Na nossa região, neste ano, a colheita do milho 2ª safra tem início no final de maio, estendendo-se pelos meses de junho e julho, especialmente nas áreas de plantio mais precoce. Esse período exige atenção criteriosa ao manejo pré-colheita, etapa essencial para reduzir perdas, preservar a qualidade dos grãos e assegurar a rentabilidade da lavoura.
Antes do início da operação, é fundamental realizar a limpeza completa da colheitadeira, evitando contaminações por resíduos de safras anteriores, sementes de plantas daninhas e outras impurezas. Também é indispensável a verificação geral do equipamento, incluindo sistemas de transmissão, plataforma de corte, componentes de trilha, peneiras e sistema de distribuição de palha, garantindo seu pleno funcionamento.
A regulagem adequada da colheitadeira é determinante para a eficiência da operação. A altura de corte deve ser ajustada conforme a posição das espigas, evitando perdas por espigas não colhidas ou pelo excesso de material vegetal. A velocidade de operação deve ser definida de acordo com as condições da lavoura, buscando equilíbrio entre rendimento operacional e redução de perdas. Velocidades elevadas podem aumentar a debulha fora da máquina, enquanto velocidades muito baixas reduzem a produtividade.
O sistema de trilha, responsável pela debulha e separação dos grãos, requer ajustes adequados de rotor e côncavo, considerando a umidade dos grãos e as condições da cultura. Regulagens incorretas podem elevar a quebra de grãos, comprometendo o valor comercial e a qualidade durante o armazenamento.

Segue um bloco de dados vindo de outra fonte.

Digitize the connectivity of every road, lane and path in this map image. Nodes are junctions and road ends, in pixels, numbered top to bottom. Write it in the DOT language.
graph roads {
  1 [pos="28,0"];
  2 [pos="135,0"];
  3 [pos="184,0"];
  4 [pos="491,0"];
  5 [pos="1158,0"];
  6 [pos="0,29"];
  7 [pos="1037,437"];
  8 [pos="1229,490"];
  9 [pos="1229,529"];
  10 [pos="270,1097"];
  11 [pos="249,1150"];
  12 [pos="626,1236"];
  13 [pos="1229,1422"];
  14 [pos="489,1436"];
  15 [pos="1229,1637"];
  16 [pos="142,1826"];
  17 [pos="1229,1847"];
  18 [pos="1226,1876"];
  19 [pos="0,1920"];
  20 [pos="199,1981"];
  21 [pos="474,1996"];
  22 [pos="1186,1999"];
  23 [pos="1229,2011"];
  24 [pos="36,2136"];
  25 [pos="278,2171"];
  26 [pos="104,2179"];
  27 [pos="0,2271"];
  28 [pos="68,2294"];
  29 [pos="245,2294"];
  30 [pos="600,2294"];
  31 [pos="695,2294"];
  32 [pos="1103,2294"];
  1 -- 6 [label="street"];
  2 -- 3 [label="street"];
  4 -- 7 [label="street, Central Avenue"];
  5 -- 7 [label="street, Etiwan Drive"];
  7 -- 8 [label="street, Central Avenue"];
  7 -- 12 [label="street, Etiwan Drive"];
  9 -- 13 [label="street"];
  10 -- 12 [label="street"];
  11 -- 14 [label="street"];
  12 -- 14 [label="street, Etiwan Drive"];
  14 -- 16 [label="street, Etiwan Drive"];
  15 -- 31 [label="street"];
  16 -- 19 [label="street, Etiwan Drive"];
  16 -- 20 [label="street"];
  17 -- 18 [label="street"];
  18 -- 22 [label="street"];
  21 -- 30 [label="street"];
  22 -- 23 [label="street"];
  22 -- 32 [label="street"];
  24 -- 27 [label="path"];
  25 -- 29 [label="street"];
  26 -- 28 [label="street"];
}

Da mesma forma, o sistema de ventilação e as peneiras devem ser corretamente ajustados para garantir a limpeza dos grãos. Falhas nesses ajustes podem resultar em perdas junto à palha ou na presença de impurezas no produto final, reduzindo sua qualidade e aceitação no mercado.
O ponto ideal de colheita ocorre quando os grãos atingem a maturidade fisiológica, identificada pela formação da camada preta na base do grão, junto ao sabugo. Recomenda-se realizar a colheita com umidade entre 18% e 22%. A antecipação eleva os custos de secagem e pode comprometer a qualidade, enquanto o atraso aumenta as perdas em campo, devido ao acamamento, queda de espigas e maior incidência de pragas e doenças.
A qualidade final dos grãos depende diretamente dessas práticas de manejo. Equipamentos bem regulados e submetidos à manutenção preventiva contribuem para a redução de perdas e para a obtenção de um produto mais limpo, íntegro e com maior valor de mercado. Dessa forma, o manejo pré-colheita se consolida como uma etapa estratégica no sistema produtivo do milho 2ª safra.